The yesterday scope is automatically included because of the acts_as_hypertable macro. And it will be combining with other where clauses.

Continuous aggregates¶

If you would like to create the continuous process one by one in the stream and aggregate the candlesticks on a materialized view you can use continuous aggregates for it.

The next examples shows how to create a single continuous aggregates of 1 minute candlesticks:

ActiveRecord::Base.connection.instance_exec do
  options = {
    with_data: true,
    refresh_policies: {
      start_offset: "INTERVAL '1 month'",
      end_offset: "INTERVAL '1 minute'",
      schedule_interval: "INTERVAL '1 minute'"
    }
  }
  create_continuous_aggregate('candlestick_1m', Tick._candlestick(timeframe: '1m'), **options)
end

Note that the create_continuous_aggregate calls the to_sql method in case the second parameter is not a string.

Also, we're using the _candlestick method scope instead of the candlestick one.

The reason is that the candlestick method already bring the attribute values while the _candlestick can bring you the pre-processed data in a intermediate state that can be rolled up with other candlesticks. For example, let's say you already created a continuous aggregates of one minute and now you'd like to process 5 minutes. You don't need to reprocess the raw data. You can build the candlestick using the information from the one minute candlesticks.

Models for views¶

The macro continuous_aggregates will create a new model for each continuous aggregate.

It's very convenient to setup models for continuous aggregates which can make it easy to inherit all smart methods to compose queries.

Tick::CandlestickPerMinute
Tick::CandlestickPerHour
Tick::CandlestickPerDay
Tick::CandlestickPerMonth

Hierarchical continuous aggregates¶

After you get the first one minute continuous aggregates, you don't need to revisit the raw data to create candlesticks from it.

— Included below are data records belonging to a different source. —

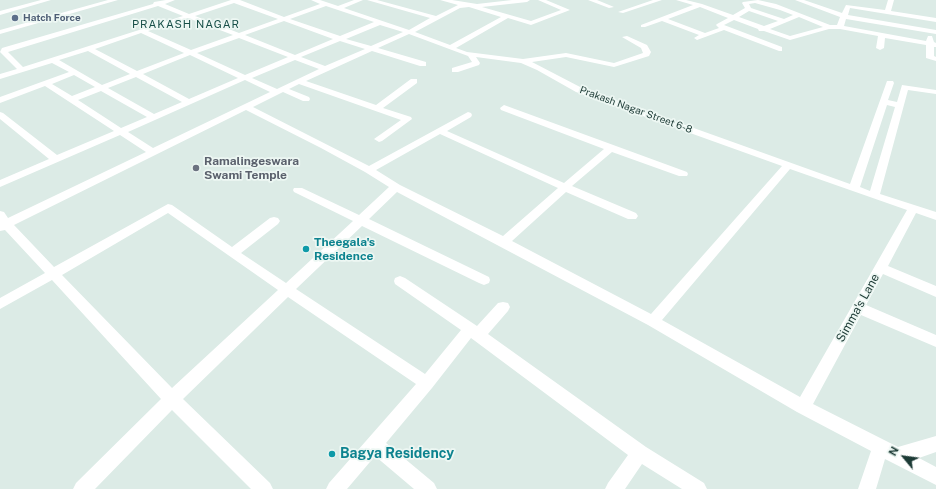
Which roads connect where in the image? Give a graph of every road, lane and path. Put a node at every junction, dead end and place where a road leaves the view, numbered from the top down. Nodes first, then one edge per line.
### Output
1 (48, 0) edge
2 (115, 0) edge
3 (150, 0) edge
4 (172, 0) edge
5 (314, 0) edge
6 (360, 0) edge
7 (370, 0) edge
8 (443, 0) edge
9 (527, 0) edge
10 (541, 0) edge
11 (591, 0) edge
12 (659, 0) edge
13 (679, 0) edge
14 (710, 0) edge
15 (775, 0) edge
16 (779, 0) edge
17 (798, 0) edge
18 (819, 0) edge
19 (891, 0) edge
20 (236, 1) edge
21 (763, 1) edge
22 (856, 3) edge
23 (160, 4) junction
24 (326, 4) junction
25 (699, 5) junction
26 (469, 6) junction
27 (611, 7) dead end
28 (338, 8) junction
29 (781, 8) junction
30 (820, 8) junction
31 (749, 10) junction
32 (808, 10) junction
33 (621, 12) dead end
34 (0, 13) edge
35 (797, 15) junction
36 (188, 16) junction
37 (507, 16) junction
38 (734, 17) junction
39 (436, 18) junction
40 (843, 18) junction
41 (284, 19) junction
42 (661, 19) junction
43 (784, 21) junction
44 (9, 22) edge
45 (381, 22) junction
46 (886, 24) junction
47 (643, 26) dead end
48 (829, 27) junction
49 (724, 28) junction
50 (764, 28) junction
51 (142, 31) junction
52 (0, 32) edge
53 (409, 32) junction
54 (933, 32) edge
55 (240, 35) junction
56 (705, 35) junction
57 (781, 35) junction
58 (746, 36) junction
59 (625, 37) dead end
60 (697, 38) dead end
61 (340, 39) junction
62 (40, 40) junction
63 (760, 41) junction
64 (88, 48) junction
65 (370, 48) junction
66 (451, 48) junction
67 (880, 48) dead end
68 (779, 49) dead end
69 (190, 53) junction
70 (471, 55) junction
71 (294, 57) junction
72 (936, 59) edge
73 (53, 60) junction
74 (523, 61) junction
75 (423, 64) dead end
76 (325, 69) junction
77 (22, 70) junction
78 (455, 70) dead end
79 (76, 72) junction
80 (136, 74) junction
81 (0, 78) edge
82 (244, 78) junction
83 (299, 81) junction
84 (414, 81) dead end
85 (45, 83) junction
86 (890, 83) dead end
87 (101, 87) junction
88 (280, 90) junction
89 (936, 92) edge
90 (306, 98) dead end
91 (72, 99) junction
92 (0, 100) edge
93 (189, 102) junction
94 (884, 102) junction
95 (900, 105) junction
96 (246, 107) junction
97 (504, 108) dead end
98 (376, 109) junction
99 (0, 115) edge
100 (468, 115) dead end
101 (154, 117) junction
102 (440, 131) junction
103 (122, 132) junction
104 (379, 139) dead end
105 (611, 148) junction
106 (152, 152) junction
107 (57, 160) junction
108 (788, 166) junction
109 (369, 170) junction
110 (683, 174) dead end
111 (0, 184) edge
112 (396, 187) junction
113 (565, 187) junction
114 (854, 189) junction
115 (298, 190) dead end
116 (874, 193) junction
117 (936, 208) edge
118 (913, 209) junction
119 (632, 216) dead end
120 (936, 216) edge
121 (274, 221) dead end
122 (362, 221) junction
123 (2, 222) edge
124 (504, 242) junction
125 (233, 253) junction
126 (881, 268) junction
127 (52, 273) junction
128 (400, 280) dead end
129 (484, 280) dead end
130 (289, 290) junction
131 (936, 292) edge
132 (0, 304) edge
133 (503, 307) dead end
134 (858, 308) junction
135 (653, 321) junction
136 (474, 332) junction
137 (936, 341) edge
138 (427, 382) junction
139 (172, 399) junction
140 (804, 407) junction
141 (374, 444) junction
142 (936, 444) edge
143 (880, 448) junction
144 (640, 453) junction
145 (898, 456) junction
146 (936, 476) edge
147 (82, 489) edge
148 (264, 489) edge
149 (335, 489) edge
150 (428, 489) edge
151 (614, 489) edge
152 (698, 489) edge
153 (867, 489) edge

1 - 34 street
2 - 44 street
3 - 23 street
4 - 23 street
5 - 24 street, Prakash Nagar Street 6-8
6 - 28 street
7 - 39 street
8 - 26 street
9 - 26 street
10 - 37 street
11 - 27 street
12 - 33 street
13 - 25 street
14 - 25 street
15 - 21 street
16 - 32 street
17 - 30 street
18 - 40 street
19 - 46 street
20 - 36 street
20 - 41 street
21 - 29 street
22 - 40 street
22 - 46 street
23 - 36 street
23 - 62 street
24 - 28 street, Prakash Nagar Street 6-8
24 - 41 street
25 - 38 street
25 - 42 street
26 - 37 street
26 - 39 street
28 - 45 street, Prakash Nagar Street 6-8
29 - 31 street
29 - 35 street
30 - 32 street
30 - 40 street
31 - 38 street
31 - 43 street
32 - 35 street
32 - 40 street
35 - 43 street
35 - 48 street
36 - 51 street
36 - 55 street
37 - 66 street
38 - 49 street
38 - 50 street
39 - 53 street
40 - 46 street
40 - 46 street
40 - 48 street
41 - 55 street
41 - 61 street
42 - 47 street
42 - 56 street
43 - 50 street
44 - 52 street
44 - 62 street
45 - 53 street, Prakash Nagar Street 6-8
45 - 61 street
46 - 54 street
46 - 54 street
46 - 54 street
46 - 67 street
48 - 57 street
49 - 56 street
49 - 58 street
50 - 57 street
50 - 58 street
51 - 64 street
51 - 69 street
53 - 65 street
53 - 66 street, Prakash Nagar Street 6-8
54 - 72 street
55 - 69 street
55 - 71 street
56 - 60 street
57 - 63 street
58 - 63 street
59 - 74 street
61 - 65 street
61 - 71 street
62 - 77 street
63 - 68 street
64 - 73 street
64 - 80 street
65 - 75 street
65 - 76 street
66 - 70 street, Prakash Nagar Street 6-8
69 - 80 street
69 - 82 street
70 - 74 street, Prakash Nagar Street 6-8
70 - 78 street
71 - 76 street
71 - 82 street
73 - 77 street
73 - 79 street
74 - 108 street, Prakash Nagar Street 6-8
76 - 83 street
77 - 81 street
79 - 85 street
79 - 87 street
80 - 87 street
80 - 93 street
82 - 88 street
82 - 93 street
83 - 88 street
83 - 98 street
84 - 98 street
85 - 91 street
85 - 92 street
86 - 94 street
87 - 91 street
87 - 101 street
88 - 90 street
88 - 96 street
89 - 95 street
91 - 103 street
93 - 101 street
94 - 95 street
94 - 114 street
95 - 116 street
96 - 106 street
96 - 109 street
97 - 105 street
98 - 104 street
99 - 107 street
100 - 102 street
101 - 103 street
102 - 109 street
102 - 113 street
103 - 106 street
103 - 107 street
105 - 110 street
105 - 113 street
106 - 123 street
107 - 111 street
108 - 114 street, Prakash Nagar Street 6-8
108 - 135 street
109 - 112 street
112 - 122 street
112 - 124 street
113 - 119 street
113 - 124 street
114 - 116 street, Prakash Nagar Street 6-8
115 - 122 street
116 - 117 street
116 - 118 street, Prakash Nagar Street 6-8
118 - 120 street, Prakash Nagar Street 6-8
118 - 126 street, Simma's Lane
121 - 125 street
122 - 129 street
122 - 130 street
123 - 127 street
124 - 135 street
125 - 127 street
125 - 130 street
126 - 131 street
126 - 134 street, Simma's Lane
127 - 132 street
127 - 139 street
128 - 136 street
130 - 138 street
130 - 139 street
133 - 136 street
134 - 137 street
134 - 140 street, Simma's Lane
135 - 140 street
136 - 138 street
136 - 144 street
138 - 141 street
139 - 147 street
139 - 148 street
140 - 143 street
141 - 149 street
141 - 150 street
142 - 145 street
143 - 145 street
143 - 153 street
144 - 151 street
144 - 152 street
145 - 146 street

You can build the 1 hour candlestick from the 1 minute candlestick. The [Hierarchical continuous aggregates][hcaggs] are very useful to save IO and processing time.

Rollup¶

The [candlestick_agg][candlestick_agg] function returns a candlesticksummary object.

The rollup allows you to combine candlestick summaries into new structures from smaller timeframes to bigger timeframes without needing to reprocess all the data.

With this feature, you can group by the candlesticks multiple times saving processing from the server and make it easier to manage aggregations with different time intervals.

In the previous example, we used the .candlestick function that returns already the attributes from the different timeframes. In the SQL command it's calling the open, high, low, close, volume, and vwap functions that can access the values behind the candlesticksummary type.

To merge the candlesticks, the rollup method can aggregate several candlesticksummary objects into a bigger timeframe.

Let's rollup the structures:

module Candlestick
  extend ActiveSupport::Concern

  included do
    # ... rest of the code remains the same

    scope :rollup, -> (timeframe: '1h') do
      bucket = %|time_bucket('#{timeframe}', "time_bucket")|
      select(bucket,"symbol",
            "rollup(candlestick) as candlestick")
      .group(1,2)
      .order(1)
    end
  end
end

Now, the new views in bigger timeframes can be added using it's own objects.

ActiveRecord::Base.connection.instance_exec do
  options = -> (timeframe) {
    {
      with_data: false,
      refresh_policies: {
        start_offset: "INTERVAL '1 month'",
        end_offset: "INTERVAL '#{timeframe}'",
        schedule_interval: "INTERVAL '#{timeframe}'"
      }
    }
  }
  create_continuous_aggregate('candlestick_1h', Candlestick1m.rollup(timeframe: '1 hour'), **options['1 hour'])
  create_continuous_aggregate('candlestick_1d', Candlestick1h.rollup(timeframe: '1 day'),  **options['1 day'])
end

The final SQL executed to create the first [hierarchical continuous aggregates][hcaggs] is the following:

CREATE MATERIALIZED VIEW candlestick_1h
WITH (timescaledb.continuous) AS
  SELECT time_bucket('1 hour', "time_bucket"),
    "candlestick_1m"."symbol",
    rollup(candlestick) as candlestick
  FROM "candlestick_1m"
  GROUP BY 1, 2
  ORDER BY 1
WITH DATA;

So, as you can see all candlestick of one hour views follows the same interface of one minute, having the same column names and values, allowing to be reuse in larger timeframes.

Refresh policy¶

Timescaledb is assuming you're storing real time data. Which means you can continuous feed the ticks table and aggregate the materialized data from time to time.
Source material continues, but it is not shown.